_Exercise data_
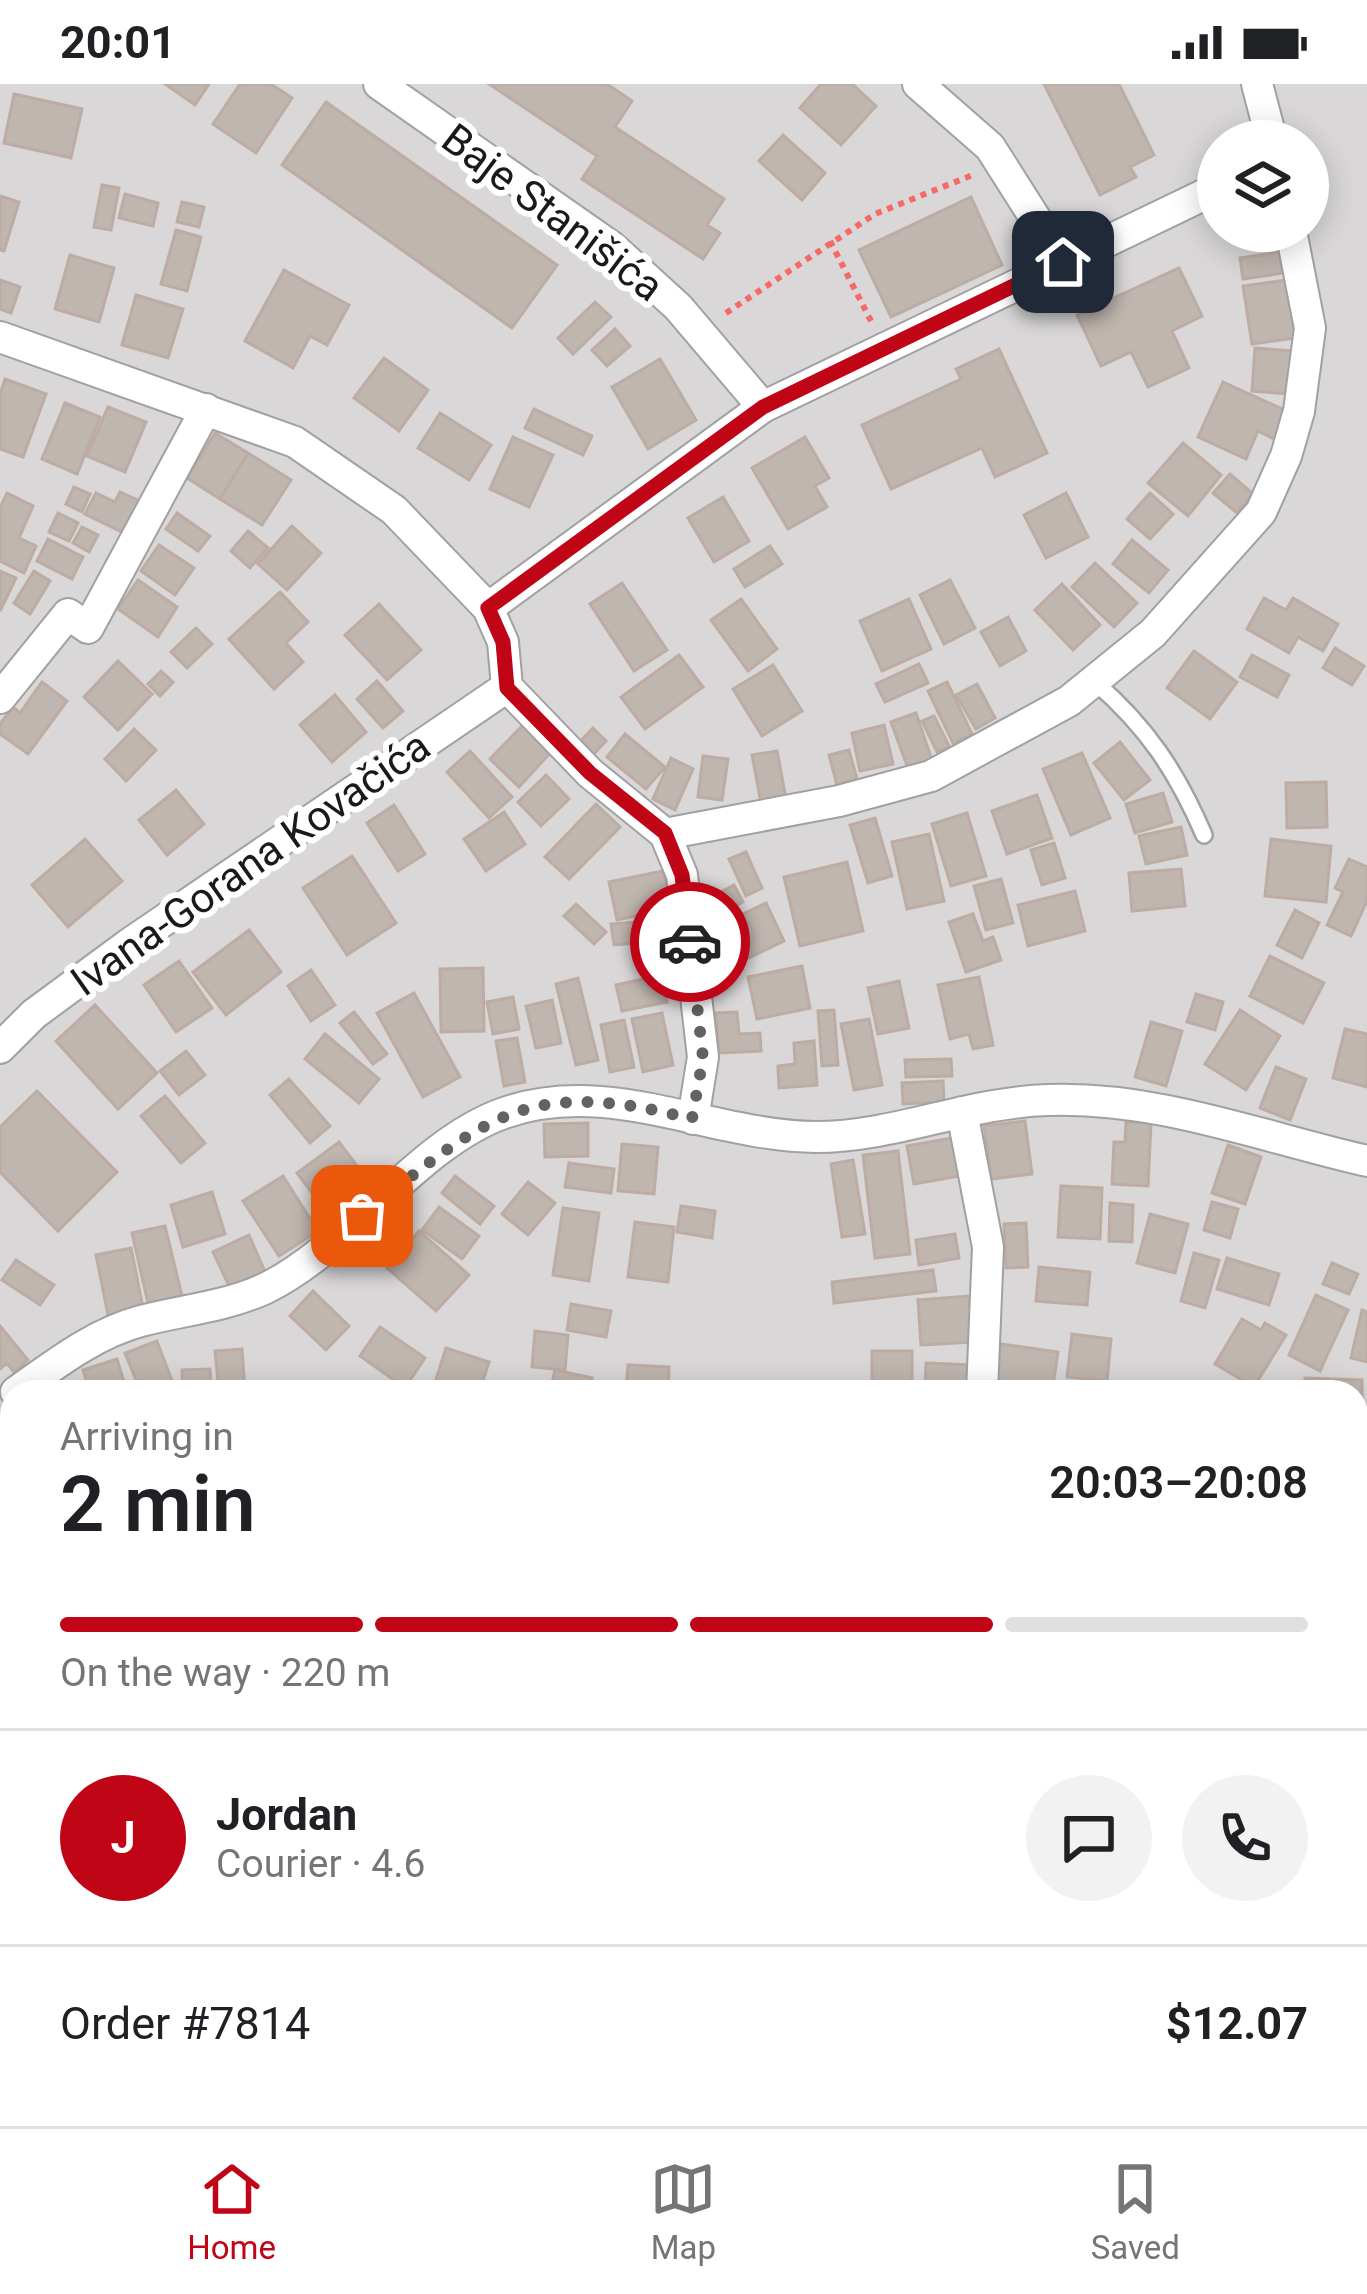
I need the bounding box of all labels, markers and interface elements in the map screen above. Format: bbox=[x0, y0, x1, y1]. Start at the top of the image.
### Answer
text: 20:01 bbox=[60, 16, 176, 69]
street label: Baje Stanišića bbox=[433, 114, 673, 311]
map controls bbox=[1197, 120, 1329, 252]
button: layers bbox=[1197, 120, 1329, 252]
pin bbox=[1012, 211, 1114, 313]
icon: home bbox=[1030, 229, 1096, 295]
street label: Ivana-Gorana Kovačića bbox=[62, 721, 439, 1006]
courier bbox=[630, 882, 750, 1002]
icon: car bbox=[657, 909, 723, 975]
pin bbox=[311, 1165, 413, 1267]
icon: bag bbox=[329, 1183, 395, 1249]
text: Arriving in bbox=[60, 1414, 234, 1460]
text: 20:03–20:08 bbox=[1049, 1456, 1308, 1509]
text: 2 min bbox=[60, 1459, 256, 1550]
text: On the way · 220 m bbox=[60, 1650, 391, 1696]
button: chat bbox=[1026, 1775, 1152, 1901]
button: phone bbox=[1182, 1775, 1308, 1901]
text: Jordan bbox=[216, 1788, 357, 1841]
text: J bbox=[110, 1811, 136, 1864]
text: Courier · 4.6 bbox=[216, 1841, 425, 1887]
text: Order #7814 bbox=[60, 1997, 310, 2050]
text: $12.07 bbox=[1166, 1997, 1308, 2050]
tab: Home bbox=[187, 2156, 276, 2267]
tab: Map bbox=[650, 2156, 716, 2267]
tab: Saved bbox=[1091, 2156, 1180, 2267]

==

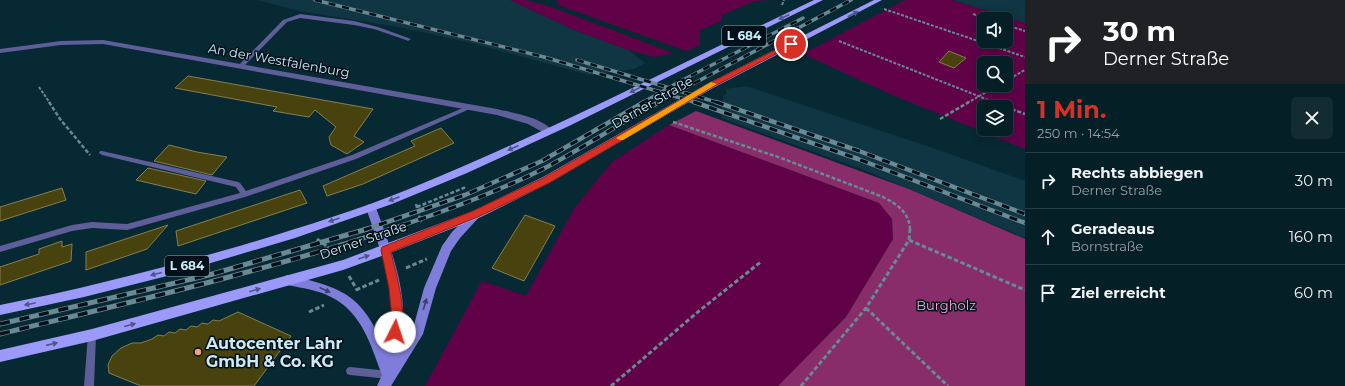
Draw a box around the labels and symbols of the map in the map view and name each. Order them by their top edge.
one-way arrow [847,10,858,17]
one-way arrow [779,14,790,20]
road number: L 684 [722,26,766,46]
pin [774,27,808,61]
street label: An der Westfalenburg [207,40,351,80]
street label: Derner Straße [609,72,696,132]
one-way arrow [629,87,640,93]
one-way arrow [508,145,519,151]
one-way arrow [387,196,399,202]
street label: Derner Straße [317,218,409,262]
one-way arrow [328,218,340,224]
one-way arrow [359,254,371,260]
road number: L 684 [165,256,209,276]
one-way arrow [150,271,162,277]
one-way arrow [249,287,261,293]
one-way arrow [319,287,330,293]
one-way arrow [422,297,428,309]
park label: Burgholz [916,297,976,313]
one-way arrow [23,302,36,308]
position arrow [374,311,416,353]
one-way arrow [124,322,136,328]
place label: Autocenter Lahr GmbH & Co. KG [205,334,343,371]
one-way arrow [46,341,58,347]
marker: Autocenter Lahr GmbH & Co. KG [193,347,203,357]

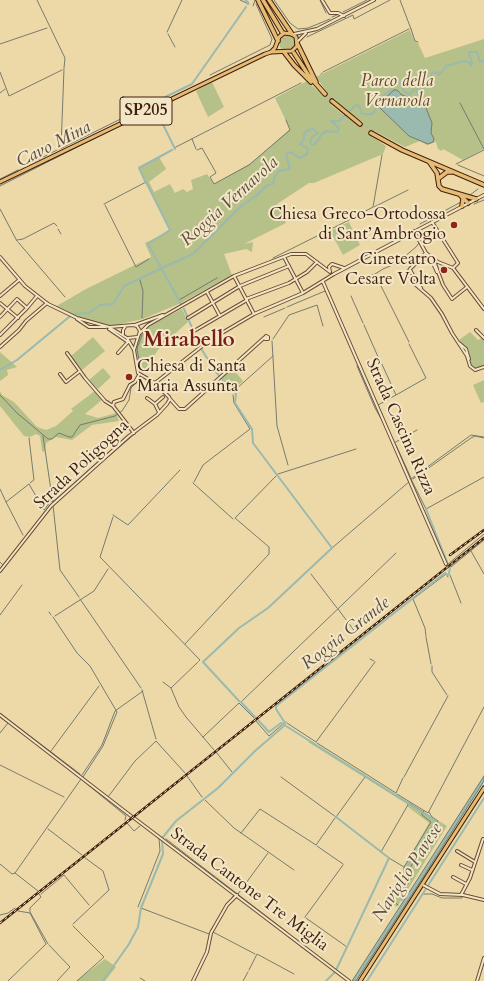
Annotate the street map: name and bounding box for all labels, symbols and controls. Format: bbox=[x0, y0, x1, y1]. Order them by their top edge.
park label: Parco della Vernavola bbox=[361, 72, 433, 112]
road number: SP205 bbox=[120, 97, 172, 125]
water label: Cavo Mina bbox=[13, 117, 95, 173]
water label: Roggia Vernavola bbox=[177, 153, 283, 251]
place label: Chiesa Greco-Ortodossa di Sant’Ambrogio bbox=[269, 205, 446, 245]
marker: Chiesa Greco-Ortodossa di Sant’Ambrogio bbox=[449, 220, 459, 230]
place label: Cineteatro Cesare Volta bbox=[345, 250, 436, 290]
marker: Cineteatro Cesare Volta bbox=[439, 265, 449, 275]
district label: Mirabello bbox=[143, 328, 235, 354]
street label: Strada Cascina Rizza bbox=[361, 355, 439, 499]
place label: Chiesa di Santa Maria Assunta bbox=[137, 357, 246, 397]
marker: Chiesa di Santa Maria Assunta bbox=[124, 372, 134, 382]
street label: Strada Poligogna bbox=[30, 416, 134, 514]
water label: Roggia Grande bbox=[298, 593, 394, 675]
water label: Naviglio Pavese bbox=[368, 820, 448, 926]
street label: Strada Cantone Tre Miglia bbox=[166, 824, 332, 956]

_Exercise prompt_
For each line above that holds the string "Assunta", provide a copy of that line.

_Response area_
place label: Chiesa di Santa Maria Assunta bbox=[137, 357, 246, 397]
marker: Chiesa di Santa Maria Assunta bbox=[124, 372, 134, 382]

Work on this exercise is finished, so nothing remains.